I had a great trip to New York last week.

This season at Williamston Theatre, one of the shows we’re doing is a fun, quirky, musical called The Usual that’s going to be a world premiere. The show is still under construction, and the writers/composers are a couple of guys we know in NYC. So, I went out and did a quick workshop reading of the piece with them so we could get some audience feedback, hear the piece out loud and plan the next steps in the process. That part of the trip went well: we learned a lot, and I think the piece will be better, tighter, trimmer and funnier.

I also got the chance to see some shows. I saw 3 – Chinglish, Avenue Q, and Cymbeline. All 3 were wonderful, and very different – I loved the eclectic mix of shows, and it got me to thinking about how important a good variety is. I’ve posted this quote before, but I still love it:

Unless you commit to the whole range of what theatre can be, you haven’t created an interesting theatre. -Christopher Ashley

Although we’ve only just closed the first show of this season, I’m already looking ahead at what next season might be. The reminder from this quote, and the trip to NYC, are nice to have in my head as I’m considering options for the 2012-2013 lineup.

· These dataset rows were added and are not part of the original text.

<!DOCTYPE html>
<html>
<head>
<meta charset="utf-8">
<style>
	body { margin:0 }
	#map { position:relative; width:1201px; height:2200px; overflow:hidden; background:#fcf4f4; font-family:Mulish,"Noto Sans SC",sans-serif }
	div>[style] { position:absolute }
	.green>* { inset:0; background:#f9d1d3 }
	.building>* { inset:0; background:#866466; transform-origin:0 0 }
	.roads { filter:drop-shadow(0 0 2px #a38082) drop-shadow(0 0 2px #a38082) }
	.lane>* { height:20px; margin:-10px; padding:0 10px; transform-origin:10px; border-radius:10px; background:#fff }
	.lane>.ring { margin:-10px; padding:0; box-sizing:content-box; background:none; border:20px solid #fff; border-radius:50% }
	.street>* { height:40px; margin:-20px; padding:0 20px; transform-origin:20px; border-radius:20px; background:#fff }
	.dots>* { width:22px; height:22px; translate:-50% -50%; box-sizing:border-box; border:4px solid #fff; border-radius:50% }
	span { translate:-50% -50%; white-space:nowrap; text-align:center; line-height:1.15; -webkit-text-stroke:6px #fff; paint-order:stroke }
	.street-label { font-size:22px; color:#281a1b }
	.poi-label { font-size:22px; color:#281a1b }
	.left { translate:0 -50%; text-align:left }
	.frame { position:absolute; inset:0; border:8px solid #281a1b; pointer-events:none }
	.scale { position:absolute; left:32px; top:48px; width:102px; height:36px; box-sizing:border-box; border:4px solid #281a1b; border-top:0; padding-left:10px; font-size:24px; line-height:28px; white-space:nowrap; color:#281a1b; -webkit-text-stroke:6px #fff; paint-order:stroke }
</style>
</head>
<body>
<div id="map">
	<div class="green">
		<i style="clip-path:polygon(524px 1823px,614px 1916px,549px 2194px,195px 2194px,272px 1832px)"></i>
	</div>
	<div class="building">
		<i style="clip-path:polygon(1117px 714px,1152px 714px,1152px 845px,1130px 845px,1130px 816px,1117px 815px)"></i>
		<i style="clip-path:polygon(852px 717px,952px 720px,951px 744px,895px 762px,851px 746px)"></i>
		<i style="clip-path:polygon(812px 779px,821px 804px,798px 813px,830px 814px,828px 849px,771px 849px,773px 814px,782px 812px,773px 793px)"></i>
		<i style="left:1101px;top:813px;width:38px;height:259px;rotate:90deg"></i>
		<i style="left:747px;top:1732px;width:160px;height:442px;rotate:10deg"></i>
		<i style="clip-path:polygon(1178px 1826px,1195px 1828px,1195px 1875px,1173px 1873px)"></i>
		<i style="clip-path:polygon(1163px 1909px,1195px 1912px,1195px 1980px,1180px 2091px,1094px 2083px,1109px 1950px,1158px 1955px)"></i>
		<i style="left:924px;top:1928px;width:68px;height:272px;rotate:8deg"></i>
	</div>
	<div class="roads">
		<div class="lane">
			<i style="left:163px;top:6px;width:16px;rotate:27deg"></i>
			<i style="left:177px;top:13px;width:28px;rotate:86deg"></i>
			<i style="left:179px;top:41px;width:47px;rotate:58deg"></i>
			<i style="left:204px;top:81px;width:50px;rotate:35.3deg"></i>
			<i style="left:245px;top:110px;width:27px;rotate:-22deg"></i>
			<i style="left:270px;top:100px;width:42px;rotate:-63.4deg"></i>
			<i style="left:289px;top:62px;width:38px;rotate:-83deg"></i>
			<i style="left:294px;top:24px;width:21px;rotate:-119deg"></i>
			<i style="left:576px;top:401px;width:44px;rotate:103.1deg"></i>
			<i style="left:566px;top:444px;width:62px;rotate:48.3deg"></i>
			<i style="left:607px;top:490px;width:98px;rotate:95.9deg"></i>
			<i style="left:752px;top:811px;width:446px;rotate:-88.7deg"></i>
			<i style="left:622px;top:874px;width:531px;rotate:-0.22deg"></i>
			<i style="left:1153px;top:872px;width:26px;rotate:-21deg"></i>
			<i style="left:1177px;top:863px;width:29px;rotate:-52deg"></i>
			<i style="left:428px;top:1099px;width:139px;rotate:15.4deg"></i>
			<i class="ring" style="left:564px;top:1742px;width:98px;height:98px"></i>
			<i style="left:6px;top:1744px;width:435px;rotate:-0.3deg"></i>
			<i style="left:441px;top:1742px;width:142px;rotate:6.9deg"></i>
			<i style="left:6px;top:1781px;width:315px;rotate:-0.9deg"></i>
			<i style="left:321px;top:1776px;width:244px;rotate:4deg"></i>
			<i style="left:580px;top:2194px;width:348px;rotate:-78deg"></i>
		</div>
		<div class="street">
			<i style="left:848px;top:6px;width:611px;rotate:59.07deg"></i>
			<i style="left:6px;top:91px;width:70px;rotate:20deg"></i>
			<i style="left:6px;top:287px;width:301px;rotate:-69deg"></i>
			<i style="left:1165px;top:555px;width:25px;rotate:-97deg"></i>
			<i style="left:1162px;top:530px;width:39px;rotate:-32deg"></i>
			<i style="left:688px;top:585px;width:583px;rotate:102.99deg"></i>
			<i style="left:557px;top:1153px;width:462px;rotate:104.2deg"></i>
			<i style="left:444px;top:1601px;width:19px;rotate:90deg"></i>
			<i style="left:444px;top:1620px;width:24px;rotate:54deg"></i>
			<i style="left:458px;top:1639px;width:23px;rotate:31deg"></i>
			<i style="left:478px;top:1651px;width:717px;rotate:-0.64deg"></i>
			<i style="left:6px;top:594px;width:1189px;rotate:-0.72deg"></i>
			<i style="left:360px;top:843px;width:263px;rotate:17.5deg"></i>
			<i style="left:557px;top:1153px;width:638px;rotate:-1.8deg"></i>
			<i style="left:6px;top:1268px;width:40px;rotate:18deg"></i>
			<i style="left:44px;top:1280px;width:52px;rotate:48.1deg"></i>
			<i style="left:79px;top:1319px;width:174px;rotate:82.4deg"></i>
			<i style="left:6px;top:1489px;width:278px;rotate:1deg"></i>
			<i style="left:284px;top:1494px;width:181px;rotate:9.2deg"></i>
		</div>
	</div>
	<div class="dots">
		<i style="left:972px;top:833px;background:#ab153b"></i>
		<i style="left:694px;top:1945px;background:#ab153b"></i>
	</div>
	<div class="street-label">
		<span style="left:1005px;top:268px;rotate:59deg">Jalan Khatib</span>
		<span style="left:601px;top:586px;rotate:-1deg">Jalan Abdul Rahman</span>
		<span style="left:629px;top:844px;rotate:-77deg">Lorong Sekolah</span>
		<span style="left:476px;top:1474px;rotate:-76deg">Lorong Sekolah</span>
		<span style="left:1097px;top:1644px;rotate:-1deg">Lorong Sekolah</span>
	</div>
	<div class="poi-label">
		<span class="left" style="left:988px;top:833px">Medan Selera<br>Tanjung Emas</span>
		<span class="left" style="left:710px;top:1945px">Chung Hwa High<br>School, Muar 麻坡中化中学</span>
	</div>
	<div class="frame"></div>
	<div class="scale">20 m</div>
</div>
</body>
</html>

One of the interesting things about the shows I saw is that they all included some kind of direct audience address, too – none of them tried to be a movie onstage. Even Chinglish, which is pretty episodic (not in a bad way at all), and the most “realistic” of the 3, really embraced and had fun with the theatricality of the scene changes and transitions. (The direction on that show is really terrific.) The more I do this job of mine, the more I find myself pursuing that – there are things that you can only do in a theatre, and making sure we embrace those is becoming more important to me.

I personally would like to bring a tortoise onto the stage, turn it into a racehorse, then into a hat, a song, a dragoon and a fountain of water. One can dare anything in the theatre and it is the place where one dares the least. – Eugene Ionesco

I’m not sure, honestly, where all this will lead us as we work on the rest of this season, and lining up what comes next season.

But I know that I’m pretty excited to find out!